__Your task__:
Please give again, word for word, the line that contains "Input: one rendered" and every line after it to the end of the data, with no other lines.

Source records:
══════════════════════════════

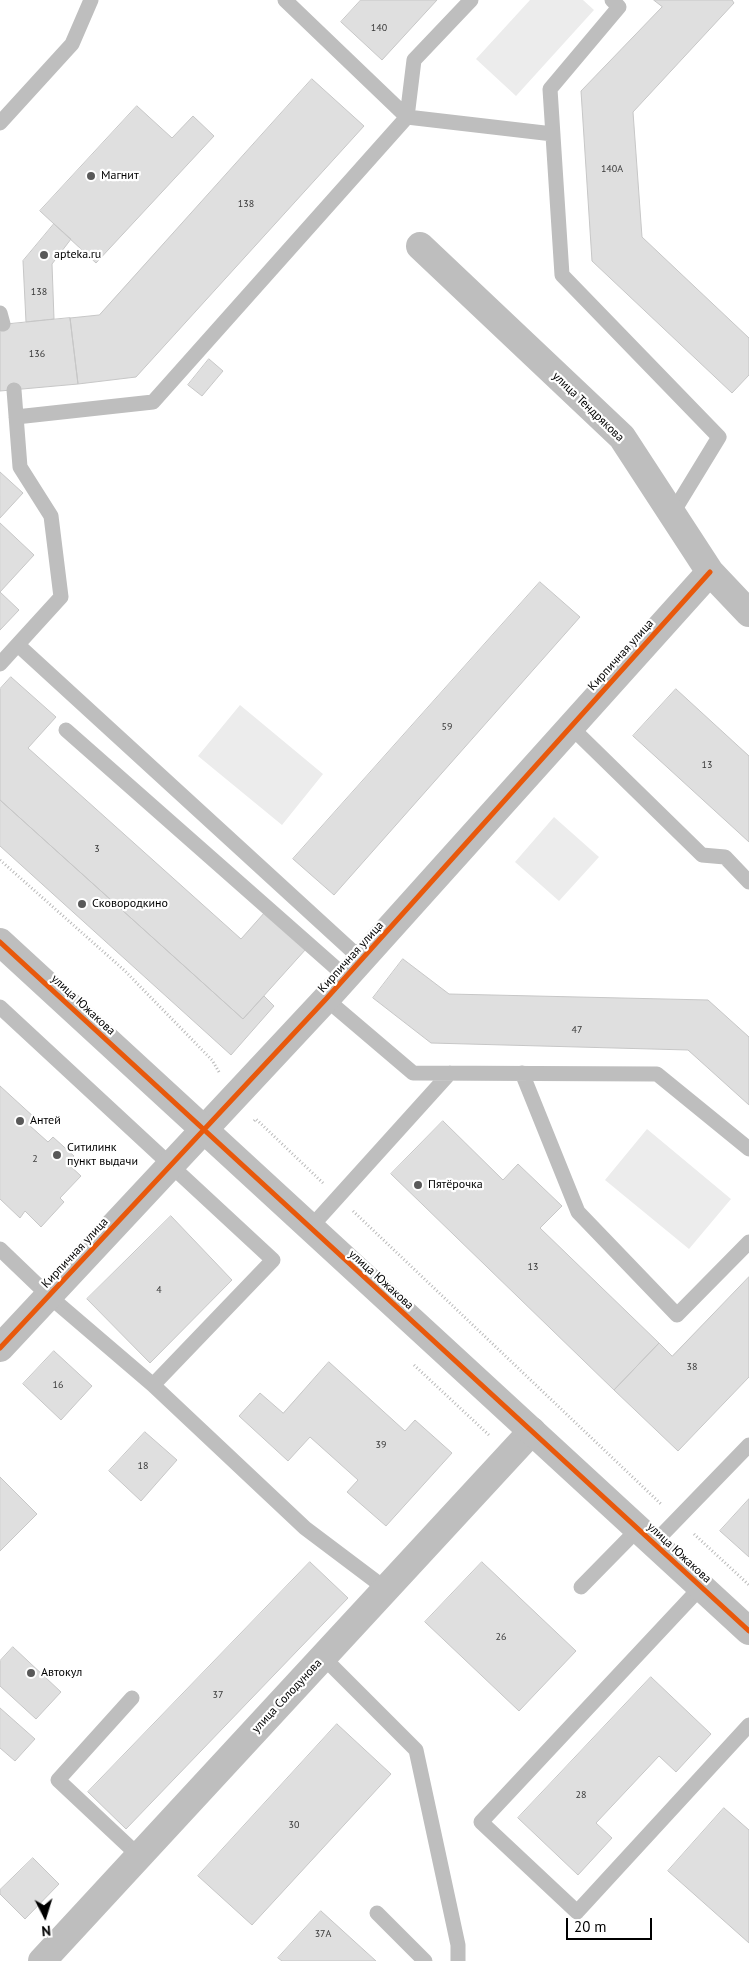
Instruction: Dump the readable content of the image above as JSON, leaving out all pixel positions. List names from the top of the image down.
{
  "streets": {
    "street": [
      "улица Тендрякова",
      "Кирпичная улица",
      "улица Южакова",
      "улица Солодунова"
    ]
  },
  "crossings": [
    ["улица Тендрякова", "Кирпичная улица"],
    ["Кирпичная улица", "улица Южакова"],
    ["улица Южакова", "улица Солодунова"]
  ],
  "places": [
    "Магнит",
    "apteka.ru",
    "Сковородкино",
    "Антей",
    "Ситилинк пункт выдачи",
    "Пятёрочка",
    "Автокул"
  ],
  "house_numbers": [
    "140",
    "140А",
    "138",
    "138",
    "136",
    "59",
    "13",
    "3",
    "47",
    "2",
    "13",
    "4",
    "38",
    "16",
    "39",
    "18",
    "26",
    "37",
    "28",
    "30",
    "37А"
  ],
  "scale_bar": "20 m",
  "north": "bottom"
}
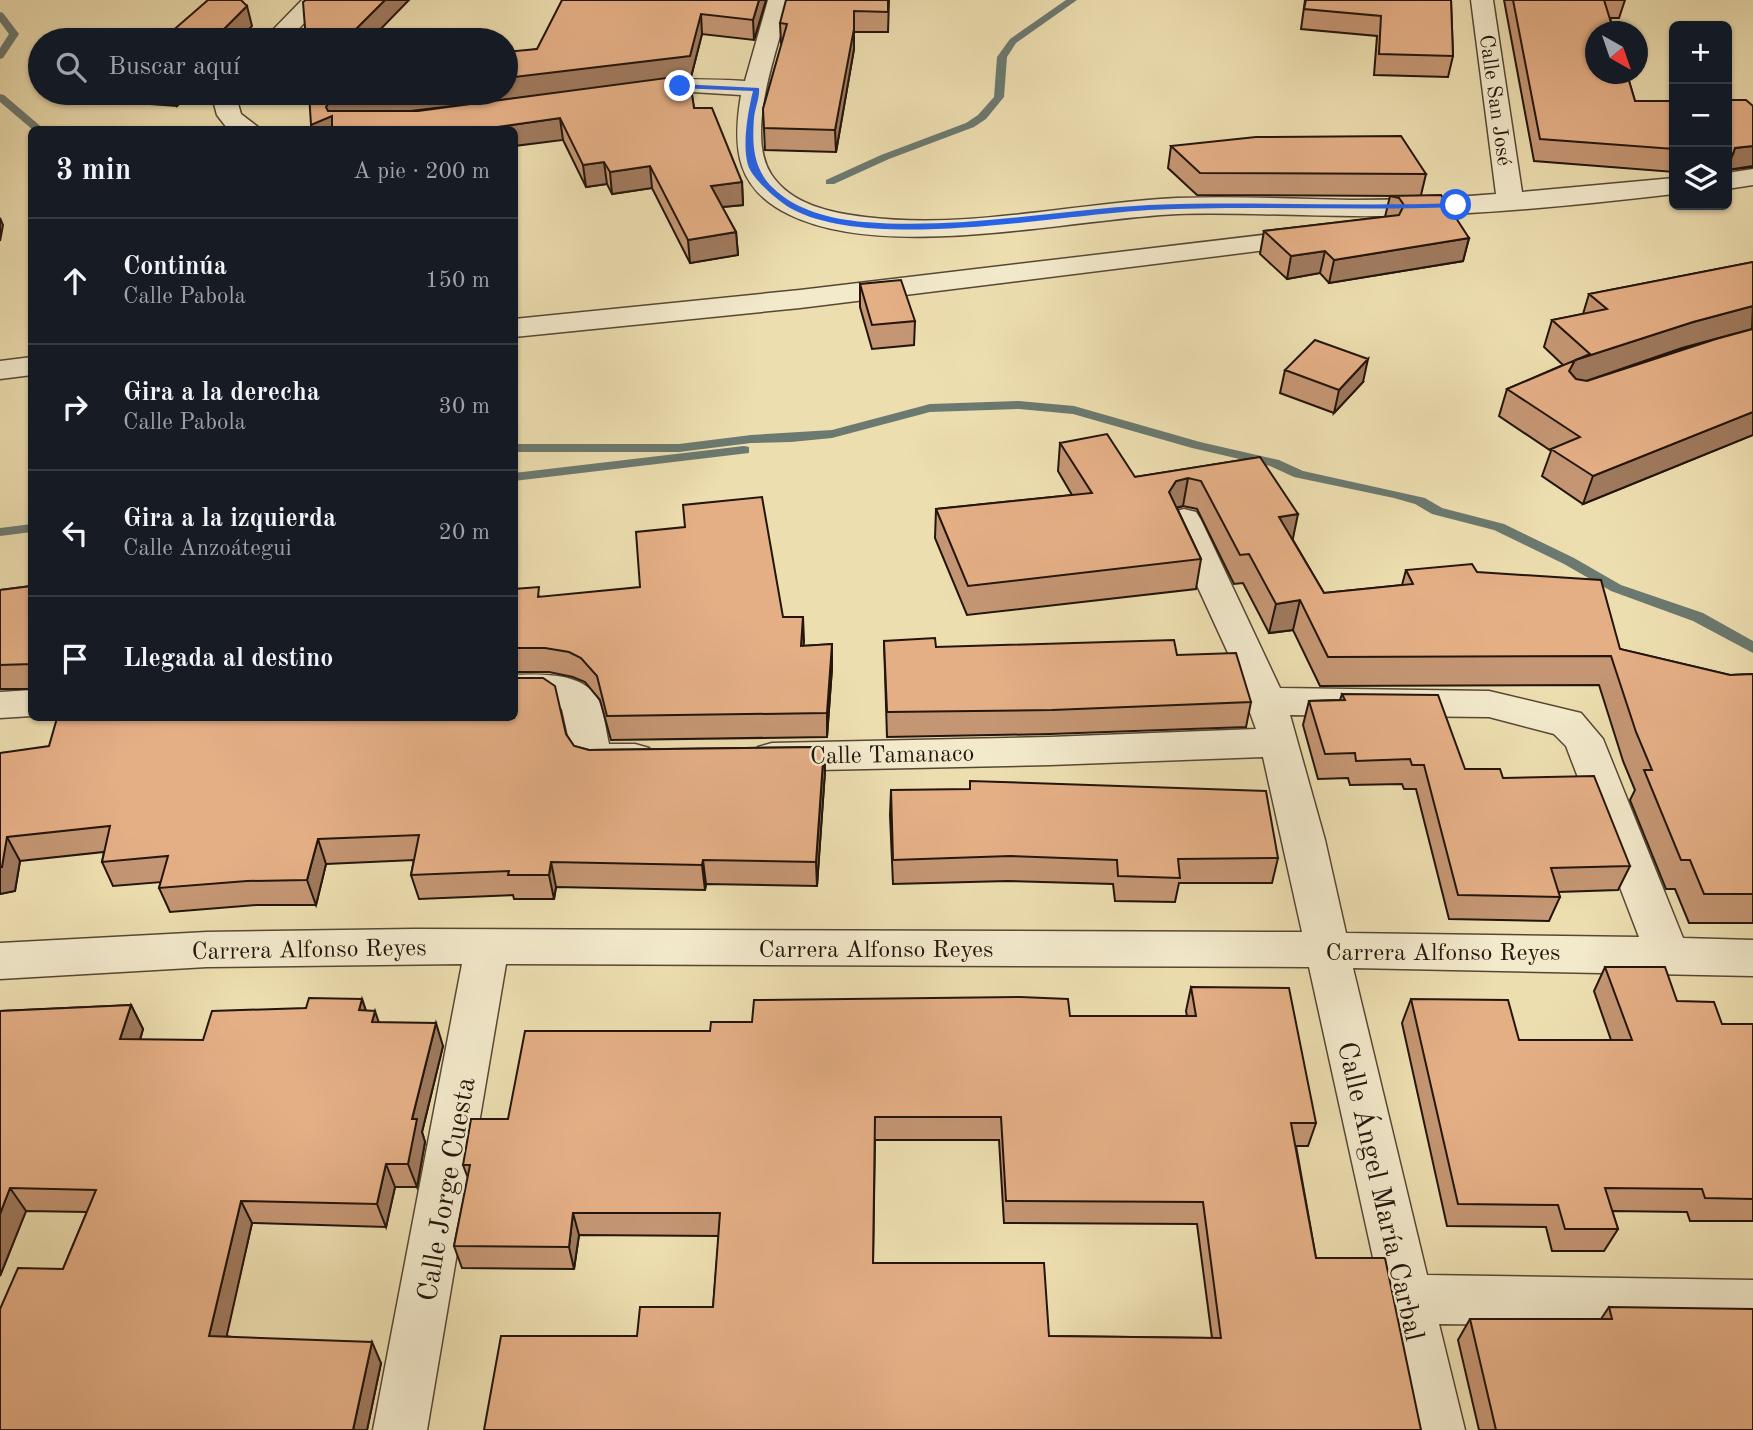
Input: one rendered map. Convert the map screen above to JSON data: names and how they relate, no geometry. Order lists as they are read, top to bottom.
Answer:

══════════════════════════════

__Finished exercise__:
Input: one rendered map. Convert the map screen above to JSON data: names and how they relate, no geometry. Order lists as they are read, top to bottom.
Answer:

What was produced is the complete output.